1890 estaba destinado a constituirse en un año emblemático en varios sentidos, presidió
una coyuntura de grave crisis económica –la más importante del S. XIX en Argentina- y
alumbró una revolución, la Revolución del Parque -por el Parque de Artillería que
funcionó como cuartel de los sublevados- que se convirtió en el símbolo de la
intransigencia y de la lucha por la democracia. Paula Alonso sostiene la hipótesis que la
Unión Cívica “fue una cortina de humo” para destituir al Presidente, que en realidad no
nació como una organización política con fines electorales, sus planes eran derrocar a
Juárez Celman y que tras unos meses de gobierno provisional se convocara a elecciones
generales, éstas, una vez quebrada la coalición juarista, serían más competitivas.
La revolución fue sofocada porque se sabían sus pasos, aún así el objetivo inmediato
que la motivó pudo cumplirse, un Juárez Celman debilitado y aislado políticamente por
la falta de apoyo de Roca y de su Vicepresidente Carlos Pellegrini -quienes no dudaron
en solicitarle la renuncia-, debió dejar el gobierno. Pero ante las alianzas conciliatorias
que surgieron luego, hubo un sector intransigente, el de Alem e Yrigoyen que
constituyeron la Unión Cívica Radical (UCR), bajo la presidencia del primero,
mientras que los “acuerdistas” pasaron a denominarse Unión Cívica Nacional (UCN).
“Autoridad y orden fueron las bases del régimen conservador”, con estos conceptos
sintetiza Mirta Lobato las características de esta etapa de la historia argentina, que se irá
cerrando por las dificultades de su ejercicio, en un acelerado proceso que concretaría
una reforma electoral política y en el acceso al gobierno de un partido surgido “en los
márgenes del corazón de la elite que hasta entonces había concentrado el poder”.
(Lobato, 2000, p. 183)
El sucesor de Alem, apelaba a la dicotomía “Régimen-Causa” en su definición de una
Argentina internamente polarizada, aquella identificada con la corrupción, la oligarquía
y la antipatria opuesta a la de la justicia, el pueblo y la Nación.

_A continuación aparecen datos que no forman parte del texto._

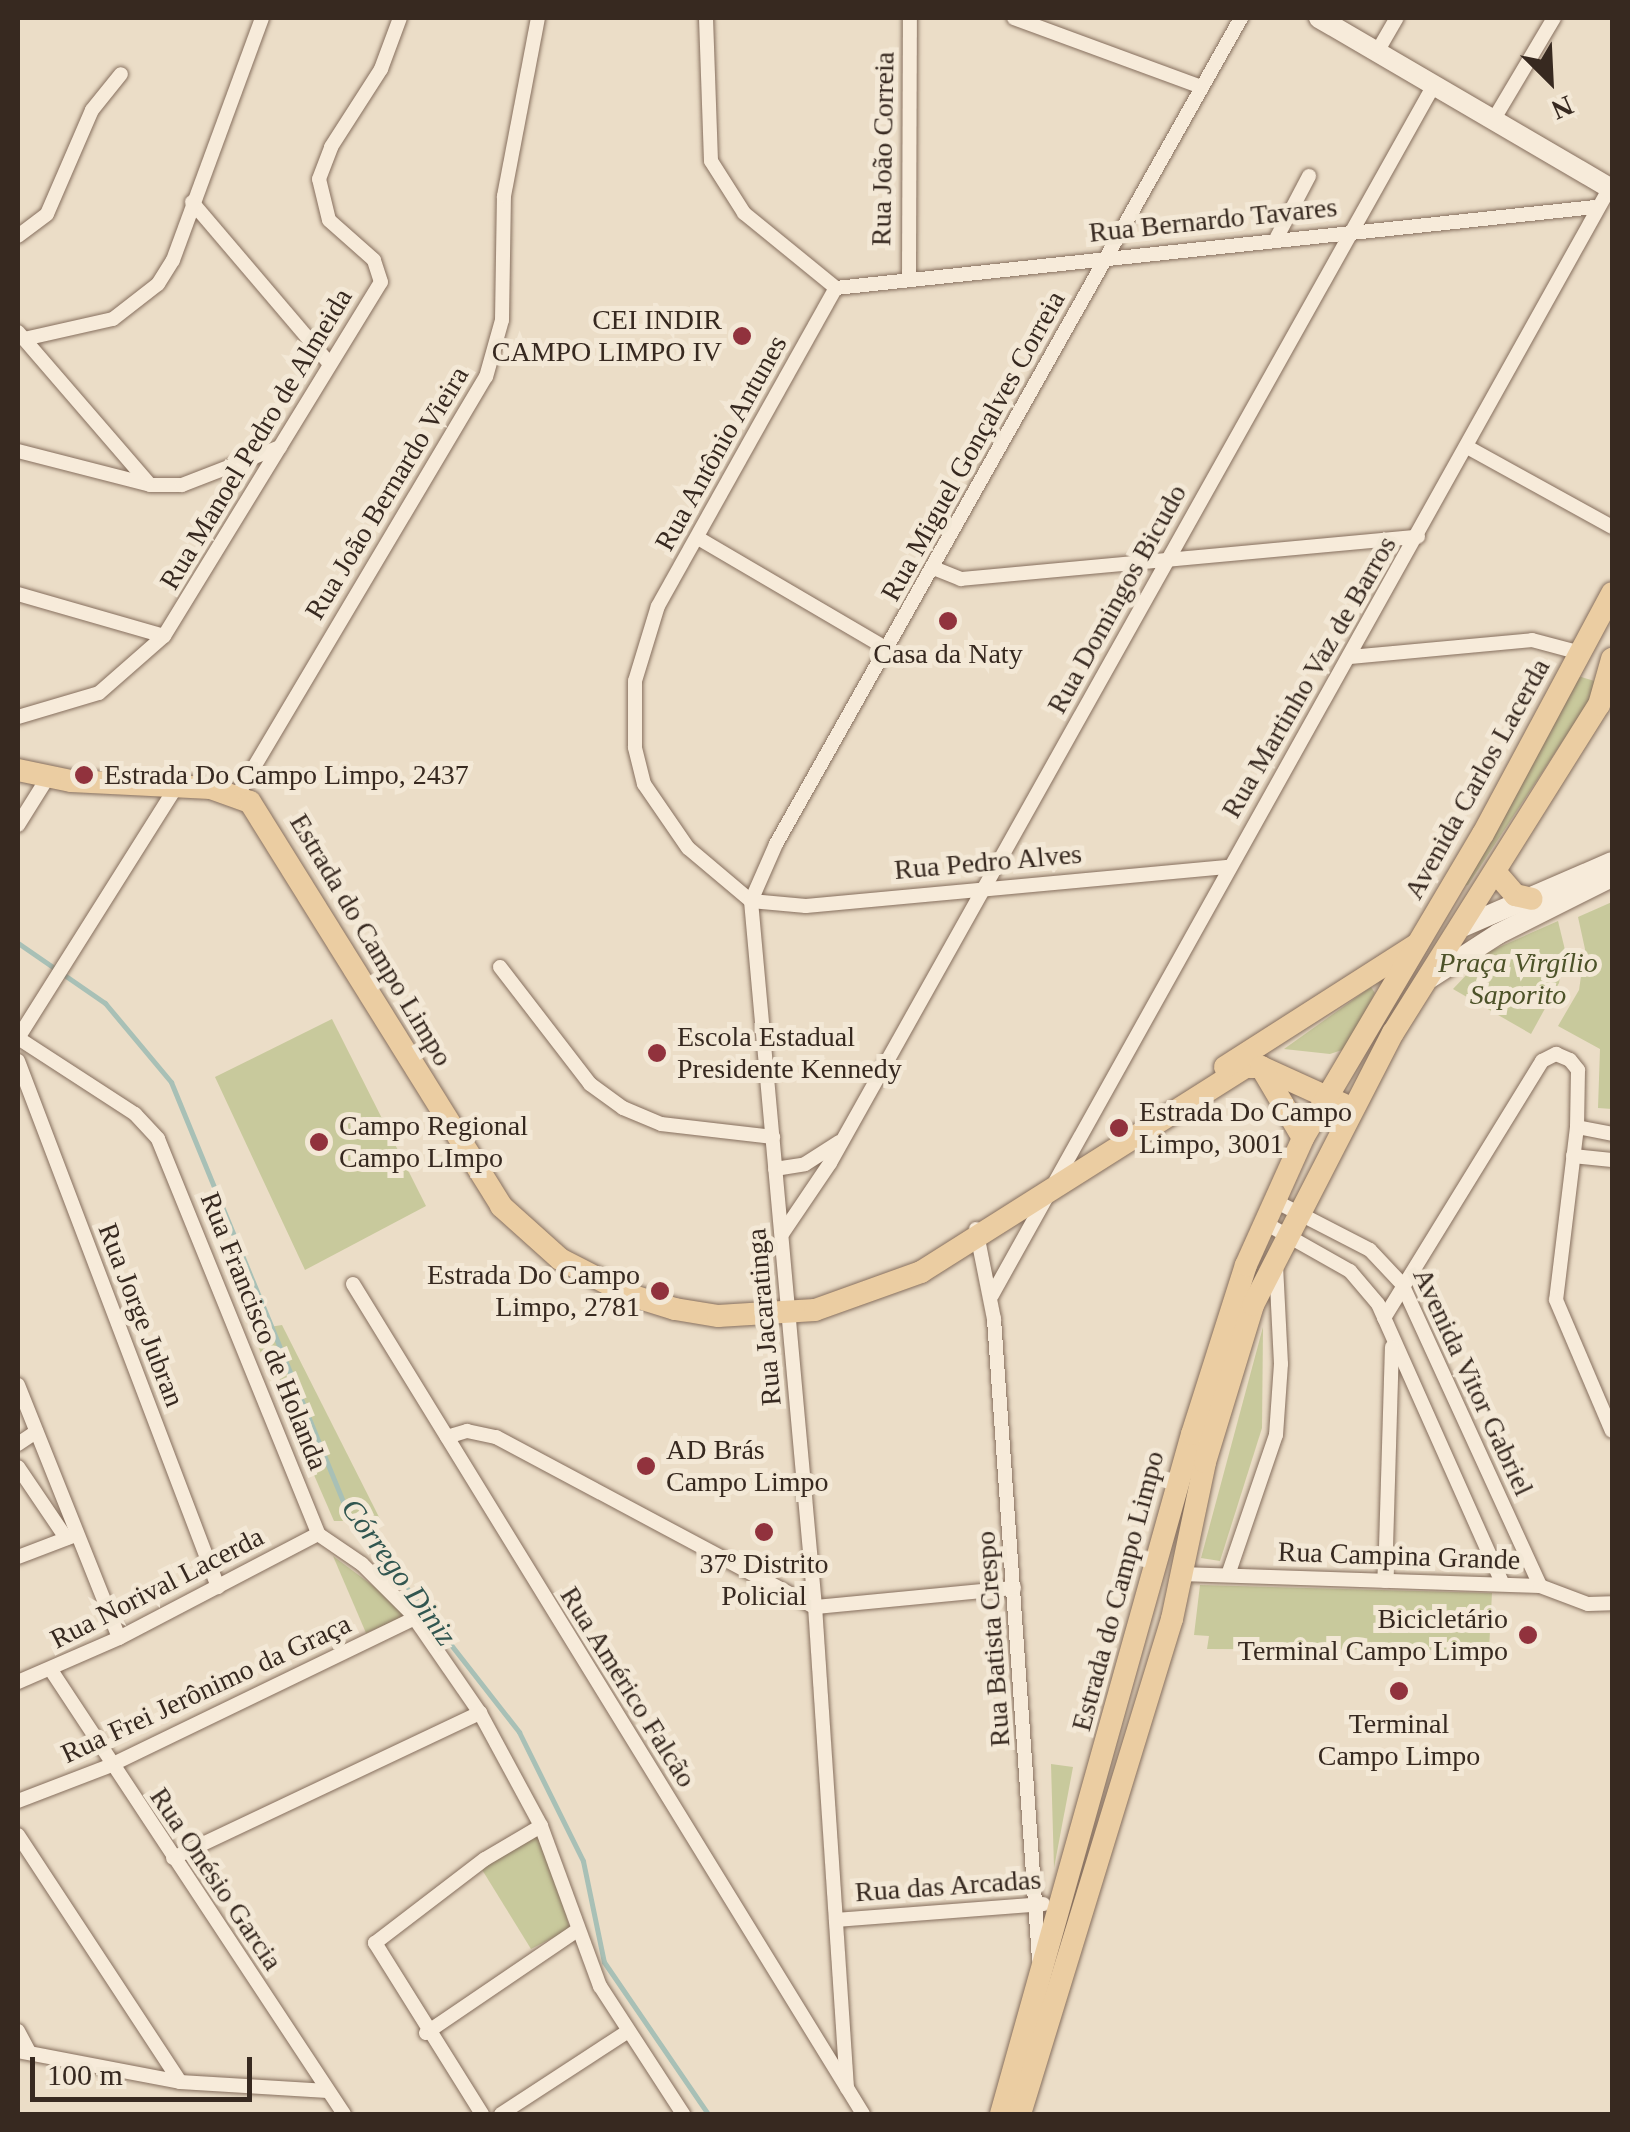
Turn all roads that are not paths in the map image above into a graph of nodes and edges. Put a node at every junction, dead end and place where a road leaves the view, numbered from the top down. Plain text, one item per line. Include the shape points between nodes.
1 (262, 18) edge
2 (400, 18) edge
3 (538, 18) edge
4 (706, 18) edge
5 (910, 18) edge
6 (1014, 18) edge
7 (1241, 18) edge
8 (1319, 18) edge
9 (1397, 18) edge
10 (1554, 18) edge
11 (1377, 52) junction
12 (122, 74) dead end
13 (1434, 85) junction
14 (1202, 87) junction
15 (1494, 120) junction
16 (1309, 176) dead end
17 (1612, 187) edge
18 (192, 202) junction
19 (1596, 207) junction
20 (1355, 229) junction
21 (18, 236) edge
22 (1277, 238) junction
23 (1107, 256) junction
24 (909, 280) junction
25 (836, 288) junction
26 (21, 336) edge
27 (329, 363) junction
28 (282, 447) junction
29 (1469, 448) junction
30 (18, 452) edge
31 (150, 485) junction
32 (1612, 527) edge
33 (1418, 537) junction
34 (698, 538) junction
35 (1166, 561) junction
36 (936, 569) junction
37 (1612, 593) edge
38 (18, 594) edge
39 (164, 636) junction
40 (887, 649) junction
41 (1582, 650) junction
42 (1350, 657) junction
43 (1612, 664) edge
44 (18, 716) edge
45 (18, 770) edge
46 (48, 777) junction
47 (176, 787) junction
48 (238, 794) junction
49 (18, 825) edge
50 (1612, 862) edge
51 (1230, 867) junction
52 (1498, 874) junction
53 (1612, 877) edge
54 (984, 886) junction
55 (1532, 899) junction
56 (751, 901) junction
57 (1462, 927) junction
58 (1422, 941) junction
59 (500, 967) dead end
60 (1361, 978) junction
61 (1424, 982) junction
62 (1389, 990) junction
63 (1393, 1033) junction
64 (18, 1038) edge
65 (18, 1061) edge
66 (1261, 1068) junction
67 (1327, 1096) junction
68 (1351, 1108) junction
69 (1577, 1127) junction
70 (1612, 1134) edge
71 (773, 1136) junction
72 (843, 1138) junction
73 (1303, 1138) junction
74 (1573, 1156) junction
75 (1612, 1160) edge
76 (775, 1169) junction
77 (1053, 1181) junction
78 (1286, 1206) junction
79 (782, 1234) junction
80 (978, 1234) junction
81 (1275, 1237) junction
82 (353, 1284) dead end
83 (1402, 1284) junction
84 (1259, 1290) junction
85 (992, 1294) junction
86 (788, 1314) junction
87 (1384, 1318) junction
88 (1280, 1319) junction
89 (1392, 1341) junction
90 (18, 1385) edge
91 (1612, 1431) edge
92 (36, 1432) junction
93 (447, 1437) junction
94 (18, 1444) edge
95 (18, 1467) edge
96 (318, 1534) junction
97 (70, 1537) junction
98 (18, 1557) edge
99 (1156, 1562) junction
100 (1181, 1574) junction
101 (1228, 1575) junction
102 (1385, 1581) junction
103 (1502, 1584) junction
104 (1540, 1586) junction
105 (218, 1587) junction
106 (1014, 1588) junction
107 (1612, 1602) edge
108 (815, 1607) junction
109 (414, 1618) junction
110 (1172, 1619) junction
111 (119, 1638) junction
112 (51, 1670) junction
113 (18, 1682) edge
114 (480, 1712) junction
115 (109, 1766) junction
116 (18, 1801) edge
117 (541, 1826) junction
118 (18, 1835) edge
119 (174, 1858) junction
120 (1064, 1902) junction
121 (1036, 1905) junction
122 (836, 1920) junction
123 (576, 1931) junction
124 (1040, 1980) junction
125 (18, 2031) edge
126 (627, 2032) junction
127 (426, 2033) junction
128 (23, 2052) edge
129 (180, 2082) junction
130 (847, 2088) junction
131 (328, 2091) junction
132 (344, 2114) edge
133 (482, 2114) edge
134 (500, 2114) edge
135 (684, 2114) edge
136 (862, 2114) edge
137 (1001, 2114) edge
138 (1020, 2114) edge

1 - 18 street
2 - 27 street, Rua Manoel Pedro de Almeida via 380,69 323,163 329,220 374,260 382,276
3 - 48 street, Rua João Bernardo Vieira via 504,196 502,320 486,377
4 - 25 street via 710,162 744,213
5 - 24 street, Rua João Correia
6 - 14 street
7 - 14 street, Rua Miguel Gonçalves Correia
8 - 11 main road
9 - 11 street
10 - 15 street
11 - 13 main road
12 - 21 street via 92,110 47,214
13 - 15 main road
13 - 20 street, Rua Domingos Bicudo
14 - 23 street, Rua Miguel Gonçalves Correia
15 - 17 main road
16 - 22 street
17 - 19 street, Rua Martinho Vaz de Barros
18 - 26 street via 174,260 142,302 100,324
18 - 27 street
19 - 20 street, Rua Bernardo Tavares
19 - 29 street, Rua Martinho Vaz de Barros
20 - 22 street, Rua Bernardo Tavares
20 - 35 street, Rua Domingos Bicudo
22 - 23 street, Rua Bernardo Tavares
23 - 24 street, Rua Bernardo Tavares
23 - 36 street, Rua Miguel Gonçalves Correia
24 - 25 street, Rua Bernardo Tavares
25 - 34 street, Rua Antônio Antunes
26 - 31 street
27 - 28 street, Rua Manoel Pedro de Almeida
28 - 31 street via 206,479
28 - 39 street, Rua Manoel Pedro de Almeida
29 - 32 street
29 - 33 street, Rua Martinho Vaz de Barros
30 - 31 street
33 - 35 street
33 - 42 street, Rua Martinho Vaz de Barros
34 - 40 street
34 - 56 street, Rua Antônio Antunes via 642,643 635,747 644,784 669,824
35 - 36 street via 960,578
35 - 54 street, Rua Domingos Bicudo
36 - 40 street, Rua Miguel Gonçalves Correia
37 - 41 main road, Avenida Carlos Lacerda
38 - 39 street
39 - 44 street, Rua Manoel Pedro de Almeida via 99,693
40 - 56 street, Rua Miguel Gonçalves Correia via 776,844
41 - 42 street via 1532,640
41 - 43 main road via 1601,644
41 - 58 main road, Avenida Carlos Lacerda
42 - 51 street, Rua Martinho Vaz de Barros
43 - 52 main road via 1599,704
45 - 46 main road
46 - 47 main road
46 - 49 street
47 - 48 main road
47 - 64 street
48 - 86 main road, Estrada do Campo Limpo via 266,823 478,1173 533,1238 591,1277 675,1309 718,1316
50 - 55 main road
51 - 54 street, Rua Pedro Alves
51 - 77 street, Rua Martinho Vaz de Barros
52 - 55 main road via 1515,895
52 - 57 main road
53 - 61 main road via 1498,934
54 - 56 street, Rua Pedro Alves via 806,906
54 - 72 street, Rua Domingos Bicudo
55 - 57 main road
56 - 71 street, Rua Jacaratinga
57 - 58 main road, Estrada do Campo Limpo
57 - 61 main road
58 - 60 main road, Estrada do Campo Limpo
58 - 62 main road, Avenida Carlos Lacerda
59 - 71 street via 590,1084 623,1108 661,1124
60 - 62 main road
60 - 77 main road, Estrada do Campo Limpo
61 - 63 main road, Estrada do Campo Limpo
62 - 63 main road via 1397,1013
62 - 67 main road, Estrada do Campo Limpo
63 - 68 main road, Estrada do Campo Limpo
64 - 96 street, Rua Francisco de Holanda via 135,1114 158,1139
65 - 105 street, Rua Jorge Jubran
66 - 67 main road
66 - 73 main road
66 - 77 main road, Estrada do Campo Limpo via 1234,1071
67 - 68 main road
67 - 73 main road, Estrada do Campo Limpo
68 - 78 main road, Estrada do Campo Limpo
69 - 70 street
69 - 74 street
69 - 83 street via 1578,1070 1551,1055 1505,1115
71 - 76 street, Rua Jacaratinga
72 - 76 street, Rua Domingos Bicudo via 805,1164
72 - 79 street, Rua Domingos Bicudo
73 - 78 main road, Estrada do Campo Limpo
74 - 75 street
74 - 91 street via 1556,1300
76 - 79 street, Rua Jacaratinga
77 - 80 main road, Estrada do Campo Limpo
77 - 85 street
78 - 81 main road, Estrada do Campo Limpo
78 - 83 street, Avenida Vitor Gabriel via 1370,1250
79 - 86 street, Rua Jacaratinga
80 - 85 street, Rua Batista Crespo
80 - 86 main road, Estrada do Campo Limpo via 887,1286
81 - 84 main road, Estrada do Campo Limpo
81 - 87 street, Avenida Vitor Gabriel via 1350,1271
81 - 88 street
81 - 99 main road, Estrada do Campo Limpo via 1224,1328
82 - 93 street, Rua Américo Falcão
83 - 87 street
83 - 104 street, Avenida Vitor Gabriel
84 - 88 street
84 - 100 main road, Estrada do Campo Limpo via 1209,1447
85 - 106 street, Rua Batista Crespo
86 - 108 street, Rua Jacaratinga
87 - 89 street, Avenida Vitor Gabriel
88 - 101 street via 1276,1435
89 - 102 street
89 - 103 street, Avenida Vitor Gabriel
90 - 92 street
92 - 94 street
92 - 97 street
93 - 108 street via 480,1431 496,1437
93 - 130 street, Rua Américo Falcão
95 - 97 street
96 - 105 street, Rua Norival Lacerda
96 - 109 street via 362,1564
97 - 98 street
97 - 111 street
99 - 110 main road
99 - 120 main road, Estrada do Campo Limpo
100 - 101 street, Rua Campina Grande
100 - 110 main road, Estrada do Campo Limpo
101 - 102 street, Rua Campina Grande
102 - 103 street, Rua Campina Grande
103 - 104 street, Rua Campina Grande
104 - 107 street, Rua Campina Grande via 1588,1604
105 - 111 street, Rua Norival Lacerda
106 - 108 street
106 - 121 street, Rua Batista Crespo
108 - 122 street, Rua Jacaratinga
109 - 114 street
109 - 115 street, Rua Frei Jerônimo da Graça
110 - 138 main road, Estrada do Campo Limpo
111 - 112 street, Rua Norival Lacerda
112 - 113 street, Rua Norival Lacerda
112 - 115 street, Rua Onésio Garcia
114 - 117 street
114 - 119 street
115 - 116 street, Rua Frei Jerônimo da Graça
115 - 119 street, Rua Onésio Garcia
117 - 123 street
117 - 127 street via 485,1859 374,1943
118 - 129 street
119 - 131 street, Rua Onésio Garcia
120 - 121 street, Rua das Arcadas
120 - 124 main road, Estrada do Campo Limpo
121 - 122 street, Rua das Arcadas
121 - 124 street, Rua Batista Crespo
122 - 130 street, Rua Jacaratinga
123 - 126 street
123 - 127 street
124 - 137 main road, Estrada do Campo Limpo
125 - 128 street
126 - 134 street
126 - 135 street
127 - 133 street
128 - 129 street
129 - 131 street
130 - 136 street, Rua Américo Falcão
131 - 132 street, Rua Onésio Garcia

La UCR, definida no
como partido político –Yrigoyen nunca utilizaba ese término para nominarla- encarnaba
la Causa, de allí su capacidad de expresar la voluntad del conjunto de la sociedad;
constituido en el movimiento destinado a reparar la vida institucional y moral del país,
quedaba asociado así a la Nación. Pero la cadena de identificaciones no se cerraba allí, a
través de una sucesión de ellas, el yrigoyenismo aparecía identificado con el radicalismo
y por tanto, se convertía en la patria misma.